##### Dataset extract
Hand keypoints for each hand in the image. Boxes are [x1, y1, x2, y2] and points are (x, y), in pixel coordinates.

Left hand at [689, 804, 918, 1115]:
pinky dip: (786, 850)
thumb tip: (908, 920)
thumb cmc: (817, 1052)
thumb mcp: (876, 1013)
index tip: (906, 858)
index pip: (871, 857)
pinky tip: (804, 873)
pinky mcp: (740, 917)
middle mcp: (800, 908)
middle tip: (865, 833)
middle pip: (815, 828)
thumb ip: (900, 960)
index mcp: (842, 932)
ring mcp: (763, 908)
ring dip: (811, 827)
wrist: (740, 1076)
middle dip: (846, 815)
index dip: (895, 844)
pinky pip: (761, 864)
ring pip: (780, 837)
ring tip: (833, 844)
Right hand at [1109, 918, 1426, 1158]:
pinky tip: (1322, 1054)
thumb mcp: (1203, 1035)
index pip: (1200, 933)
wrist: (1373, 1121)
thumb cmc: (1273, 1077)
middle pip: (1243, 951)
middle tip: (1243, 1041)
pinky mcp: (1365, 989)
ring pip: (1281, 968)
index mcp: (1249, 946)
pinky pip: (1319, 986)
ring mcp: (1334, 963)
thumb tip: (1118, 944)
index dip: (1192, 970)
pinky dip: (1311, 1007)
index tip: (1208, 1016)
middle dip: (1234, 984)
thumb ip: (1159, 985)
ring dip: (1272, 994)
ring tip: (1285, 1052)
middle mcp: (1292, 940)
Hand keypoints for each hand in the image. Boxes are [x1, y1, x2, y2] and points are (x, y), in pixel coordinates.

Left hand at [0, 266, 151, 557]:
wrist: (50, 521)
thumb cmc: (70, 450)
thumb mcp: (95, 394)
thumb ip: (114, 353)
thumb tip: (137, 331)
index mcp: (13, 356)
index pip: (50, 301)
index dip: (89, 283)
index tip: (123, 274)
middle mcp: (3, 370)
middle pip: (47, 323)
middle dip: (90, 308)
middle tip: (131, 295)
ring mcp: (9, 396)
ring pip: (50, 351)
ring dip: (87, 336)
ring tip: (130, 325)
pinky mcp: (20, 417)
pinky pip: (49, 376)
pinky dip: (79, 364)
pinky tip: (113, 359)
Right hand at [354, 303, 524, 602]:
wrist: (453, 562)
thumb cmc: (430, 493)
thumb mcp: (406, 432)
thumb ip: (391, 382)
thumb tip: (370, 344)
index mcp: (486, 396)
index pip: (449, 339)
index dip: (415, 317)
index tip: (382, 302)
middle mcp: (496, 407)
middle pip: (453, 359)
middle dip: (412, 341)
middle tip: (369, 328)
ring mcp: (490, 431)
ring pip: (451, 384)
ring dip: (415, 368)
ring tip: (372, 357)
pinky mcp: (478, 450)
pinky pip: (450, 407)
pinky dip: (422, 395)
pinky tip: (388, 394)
##########
» Description of the task: Write each record out again exactly.

» Task result:
Hand keypoints for each hand in the image. Boxes are [x1, y1, x2, y2] and points are (x, y), in pixel coordinates.

Left hand at [689, 804, 918, 1115]:
pinky dip: (786, 850)
thumb tip: (908, 920)
thumb cmc: (817, 1052)
thumb mcp: (876, 1013)
index tip: (906, 858)
index pip: (871, 857)
pinky tip: (804, 873)
pinky mcp: (740, 917)
middle mcp: (800, 908)
middle tip: (865, 833)
middle pip: (815, 828)
thumb ip: (900, 960)
index mcp: (842, 932)
ring mcp: (763, 908)
ring dip: (811, 827)
wrist: (740, 1076)
middle dip: (846, 815)
index dip: (895, 844)
pinky pip: (761, 864)
ring pip: (780, 837)
ring tip: (833, 844)
Right hand at [1109, 918, 1426, 1158]:
pinky tip: (1322, 1054)
thumb mcp: (1203, 1035)
index pip: (1200, 933)
wrist: (1373, 1121)
thumb cmc: (1273, 1077)
middle pip: (1243, 951)
middle tip: (1243, 1041)
pinky mcp: (1365, 989)
ring pip: (1281, 968)
index mcp: (1249, 946)
pinky pip: (1319, 986)
ring mcp: (1334, 963)
thumb tip: (1118, 944)
index dip: (1192, 970)
pinky dip: (1311, 1007)
index tip: (1208, 1016)
middle dip: (1234, 984)
thumb ip: (1159, 985)
ring dip: (1272, 994)
ring tip: (1285, 1052)
middle mcp: (1292, 940)
Hand keypoints for each hand in the image. Boxes are [x1, y1, x2, y2] and points are (x, y), in pixel coordinates.

Left hand at [0, 266, 151, 557]:
wrist: (50, 521)
thumb cmc: (70, 450)
thumb mcp: (95, 394)
thumb ip: (114, 353)
thumb tip: (137, 331)
index mcp: (13, 356)
index pip: (50, 301)
index dip: (89, 283)
index tip: (123, 274)
middle mcp: (3, 370)
middle pip: (47, 323)
middle dip: (90, 308)
middle tip: (131, 295)
ring mcp: (9, 396)
ring pip: (50, 351)
ring dip: (87, 336)
ring tip: (130, 325)
pinky mcp: (20, 417)
pinky pip: (49, 376)
pinky dip: (79, 364)
pinky tip: (113, 359)
Right hand at [354, 303, 524, 602]:
wrist: (453, 562)
thumb cmc: (430, 493)
thumb mcp: (406, 432)
thumb ip: (391, 382)
thumb tip: (370, 344)
index mcp: (486, 396)
index pip: (449, 339)
index dip: (415, 317)
index tip: (382, 302)
middle mcp: (496, 407)
middle pip: (453, 359)
middle dip: (412, 341)
middle tip: (369, 328)
ring mcp: (490, 431)
ring pip: (451, 384)
ring dip: (415, 368)
ring tip: (372, 357)
pinky mcp: (478, 450)
pinky pip: (450, 407)
pinky dip: (422, 395)
pinky tip: (388, 394)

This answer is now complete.